Sejak Evo Morales terpilih pertamakali sebagai Presiden Bolivia tahun 2005 lalu, pemerintahannya tetap mendominasi peta politik negeri ini, meskipun mendapat serangan tanpa henti dari organisasi dan media sayap kanan.
Pada periode pertama menjabat Presiden, dia mendapat perlawanan sengit dari kaum kaya yang mendiami provinsi Beni, Pando, Santa Cruz, dan Tarija. Mereka menentang penetapan konstitusi baru. Ketegangan politik meledak berujung kekerasan pada tahun 2008, tetapi segera tenang kembali setelah itu.
Di awal periode kedua menjabat Presiden, Morales berada di bawah tekanan kuat gerakan sosial yang mendukungnya saat pemilu. Konflik politik bergeser dari tuntutan regional menjadi sektoral, yang memaksa pemerintah membatalkan sejumlah kebijakan seperti pencabutan subsidi bahan bakar dan berakhirnya bonus tahunan. Juga konflik di Taman Nasional Isiboro dan jalan raya Tipnis.

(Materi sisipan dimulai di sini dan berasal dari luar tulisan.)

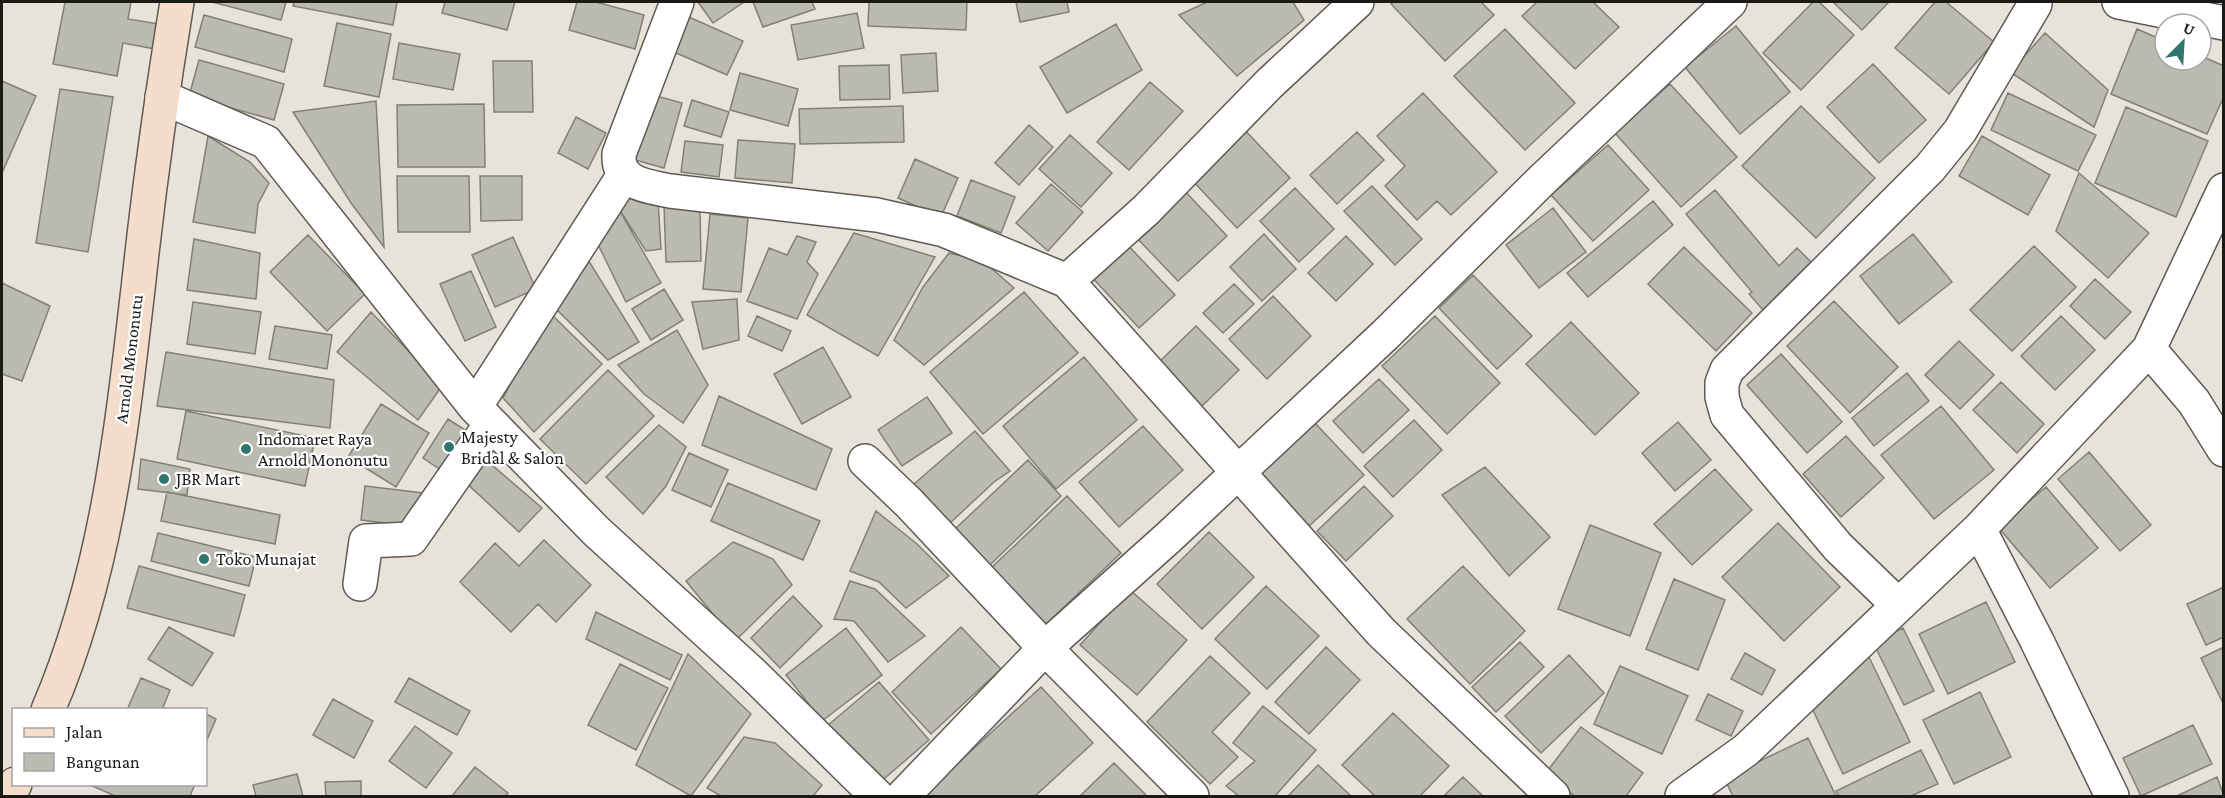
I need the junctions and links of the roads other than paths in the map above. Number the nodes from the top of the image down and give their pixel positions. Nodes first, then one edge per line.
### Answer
1 (177, 2) edge
2 (677, 2) edge
3 (1357, 2) edge
4 (1730, 2) edge
5 (2036, 2) edge
6 (2119, 2) edge
7 (2223, 23) edge
8 (162, 97) junction
9 (624, 175) junction
10 (2223, 190) edge
11 (1067, 281) junction
12 (2149, 349) junction
13 (483, 416) junction
14 (2223, 450) edge
15 (865, 461) dead end
16 (1238, 473) junction
17 (1979, 529) junction
18 (360, 584) dead end
19 (1898, 605) junction
20 (1045, 648) junction
21 (49, 708) edge
22 (877, 796) edge
23 (903, 796) edge
24 (1192, 796) edge
25 (1553, 796) edge
26 (1682, 796) edge
27 (2112, 796) edge

1 - 8 street, Arnold Mononutu
2 - 9 street
3 - 11 street
4 - 16 street
5 - 19 street
6 - 7 street
8 - 13 street
8 - 21 street, Arnold Mononutu
9 - 11 street
9 - 13 street
10 - 12 street
11 - 16 street
12 - 14 street
12 - 17 street
13 - 18 street
13 - 22 street
15 - 20 street
16 - 20 street
16 - 25 street
17 - 19 street
17 - 27 street
19 - 26 street
20 - 23 street
20 - 24 street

Evo Morales tetap meraih suara dominan sebesar 61 persen untuk ketiga kalinya di Pilpres tahun 2014. Hanya turun sedikit dibanding tahun 2009.
Meskipun saat itu, partai kanan tengah bersatu dengan mengusung satu kandidat di Pilpres 2014. Samuel Doria Media, yang diusung sayap kanan, hanya mendapat 25 persen. Padahal dia bersekutu dengan Gubernur Santa Cruz, Ruben Costaz, dalam sebuah koalisi yang disebut Partai Persatuan Demokratik atau UD.
Begitu juga dengan nasib partai kiri tengah Gerakan Tanpa Ketakutan (MSM)—yang mempromosikan ideologi mirip dengan Gerakan Menuju Sosialisme (MAS), partainya Evo Morales—beraliansi dengan Partai Hijau Bolivia (PVB) gagal mendapat dukungan di Pemilu. Kedua partai itu mendapat dukungan kurang dari 3 persen rakyat Bolivia.
Namun, pemilu lokal pada bulan April 2015 menunjukkan bahwa popularitas Evo Morales di level nasional tidak bisa diterjemahkan pada dukungan terhadap kandidat MAS di level lokal.
Menurut survei Ipsos, Presiden Morales, yang merupakan Presiden berkuasa paling lama di Bolivia hingga saat ini, masih mempertahankan dukungan rakyat sekitar 66 persen.
Secara historis, Bolivia adalah negara Amerika Selatan yang paling tidak stabil. Tetapi ekonomi tumbuh dan politik relatif tenang di era pemerintahan Morales. Ekonomi tumbuh tiga kali lipat.
Lalu, ditopang oleh meningkatnya penerimaan negara dari minyak dan gas, sejak tahun 2006 belanja sosial Bolivia telah meningkat drastis untuk membiayai pendidikan, kesehatan, dan pensiun. Juga berhasil memangkas kemiskinan hingga 45 persen.
Pendekatan Morales yang meninggalkan kebijakan ekonomi pasar bebas menuju kebijakan yang berorientasi kemakmuran bersama berkontribusi besar pada perolehan suaranya di pemilu.
Rakyat Bolivia sekarang sedang bersiap-siap menyambut Referendum tanggal 21 Februari 2016. Referendum ini akan memutuskan apakah masa jabatan Presiden dan Wakilnya akan diamandemen atau tidak.
Hasil referendum pada tanggal 21 Februari itu cukup menentukan apakah Morales bisa mencalonkan diri kembali pada pemilu 2019 mendatang atau tidak. Referendum ini juga batu uji dukungan rakyat Bolivia terhadap pemerintahannya.